Would you please retype, exactly, the lines of the listing below between the line with "middle dip: (318, 180)" and the line with "pinky tip: (287, 238)", inclusive?
***** Task material
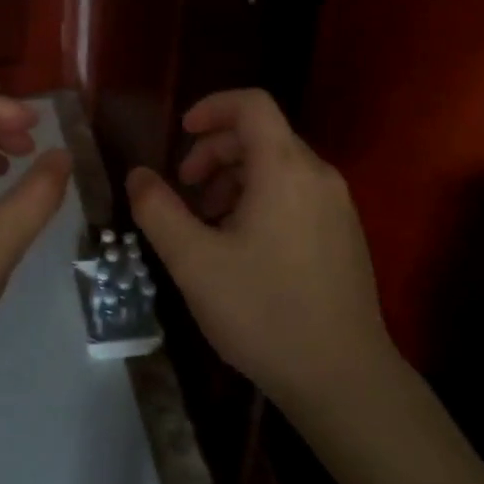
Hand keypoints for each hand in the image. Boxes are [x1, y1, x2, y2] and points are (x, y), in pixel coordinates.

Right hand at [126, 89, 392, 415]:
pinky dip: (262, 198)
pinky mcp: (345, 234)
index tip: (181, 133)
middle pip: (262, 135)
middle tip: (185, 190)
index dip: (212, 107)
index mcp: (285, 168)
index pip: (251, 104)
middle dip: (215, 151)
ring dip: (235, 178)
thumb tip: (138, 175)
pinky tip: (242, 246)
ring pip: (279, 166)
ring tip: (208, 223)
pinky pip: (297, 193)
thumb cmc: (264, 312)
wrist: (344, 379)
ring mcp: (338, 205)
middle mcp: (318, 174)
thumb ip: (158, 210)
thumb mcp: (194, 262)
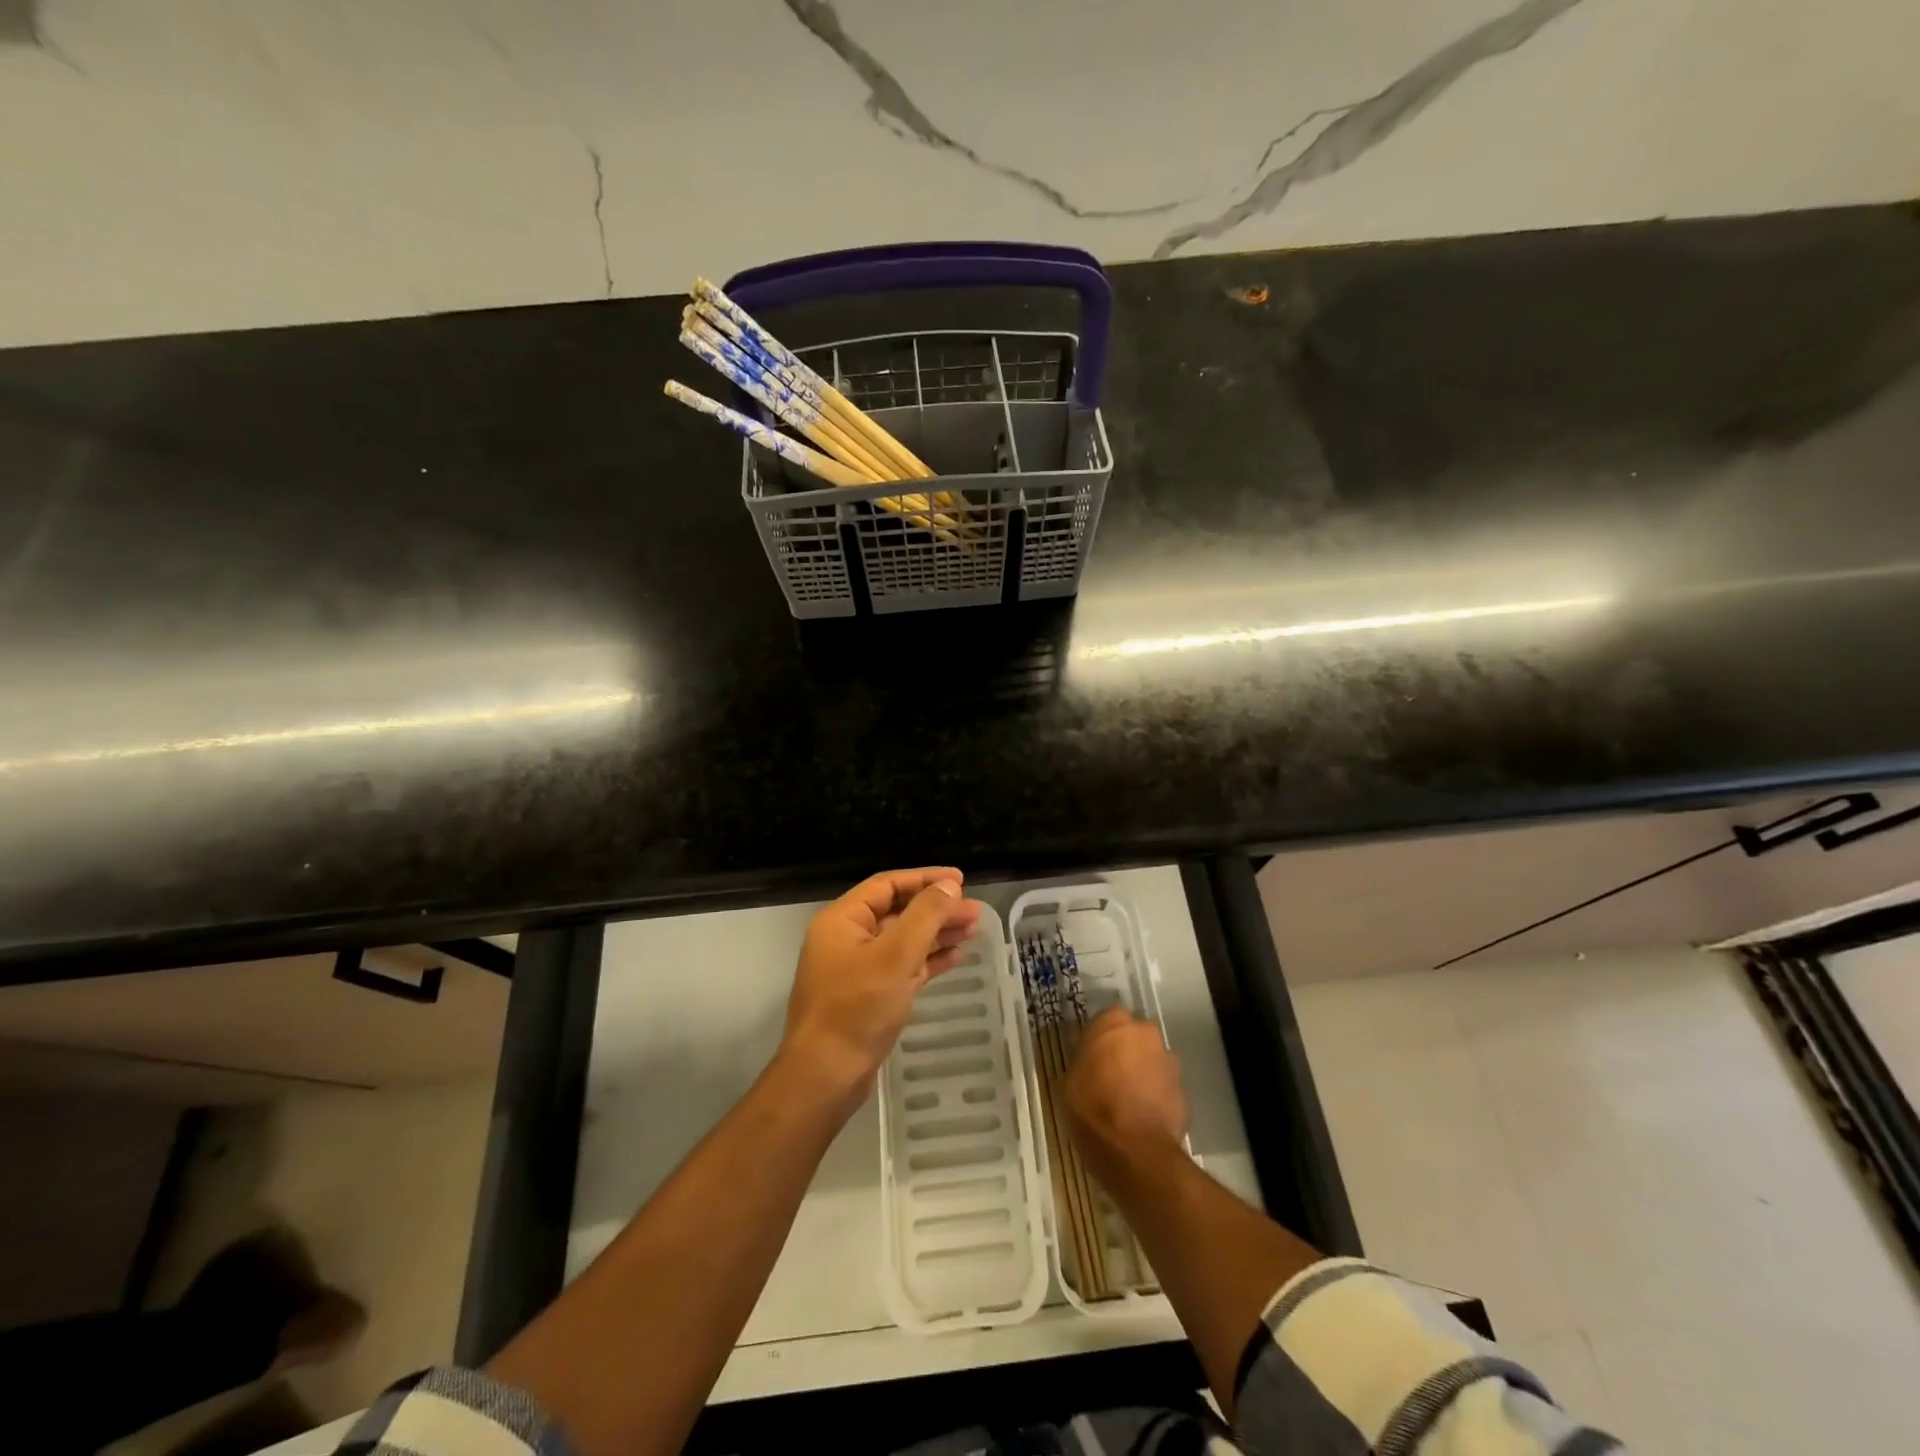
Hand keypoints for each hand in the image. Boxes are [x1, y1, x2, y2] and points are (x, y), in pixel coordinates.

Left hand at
**********
***** Task material
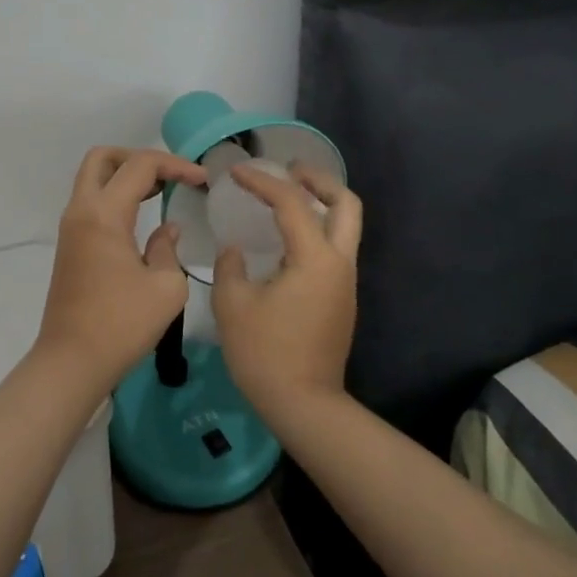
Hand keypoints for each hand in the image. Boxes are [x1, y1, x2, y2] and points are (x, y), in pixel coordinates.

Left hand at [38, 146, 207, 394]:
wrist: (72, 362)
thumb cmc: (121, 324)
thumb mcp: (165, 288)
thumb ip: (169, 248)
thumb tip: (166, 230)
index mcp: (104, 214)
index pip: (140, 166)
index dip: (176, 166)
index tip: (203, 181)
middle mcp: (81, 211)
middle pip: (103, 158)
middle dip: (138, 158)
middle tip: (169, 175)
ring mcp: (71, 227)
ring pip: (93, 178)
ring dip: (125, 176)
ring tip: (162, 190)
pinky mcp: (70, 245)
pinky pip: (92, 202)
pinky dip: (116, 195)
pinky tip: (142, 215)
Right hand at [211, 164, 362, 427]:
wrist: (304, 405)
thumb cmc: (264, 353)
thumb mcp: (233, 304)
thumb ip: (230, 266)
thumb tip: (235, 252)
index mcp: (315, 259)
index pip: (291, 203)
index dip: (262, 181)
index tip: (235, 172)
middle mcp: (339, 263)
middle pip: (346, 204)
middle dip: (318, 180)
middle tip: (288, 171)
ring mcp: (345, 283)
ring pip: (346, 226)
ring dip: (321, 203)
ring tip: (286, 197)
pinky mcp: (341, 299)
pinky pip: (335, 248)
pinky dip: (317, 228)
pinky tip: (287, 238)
**********
Finished task:
middle dip: (318, 180)
middle tip: (288, 171)
ring mcp: (345, 283)
ring pip: (346, 226)
ring dip: (321, 203)
ring tip: (286, 197)
pinky mcp: (341, 299)
pinky pip: (335, 248)
pinky dip: (317, 228)
pinky tip: (287, 238)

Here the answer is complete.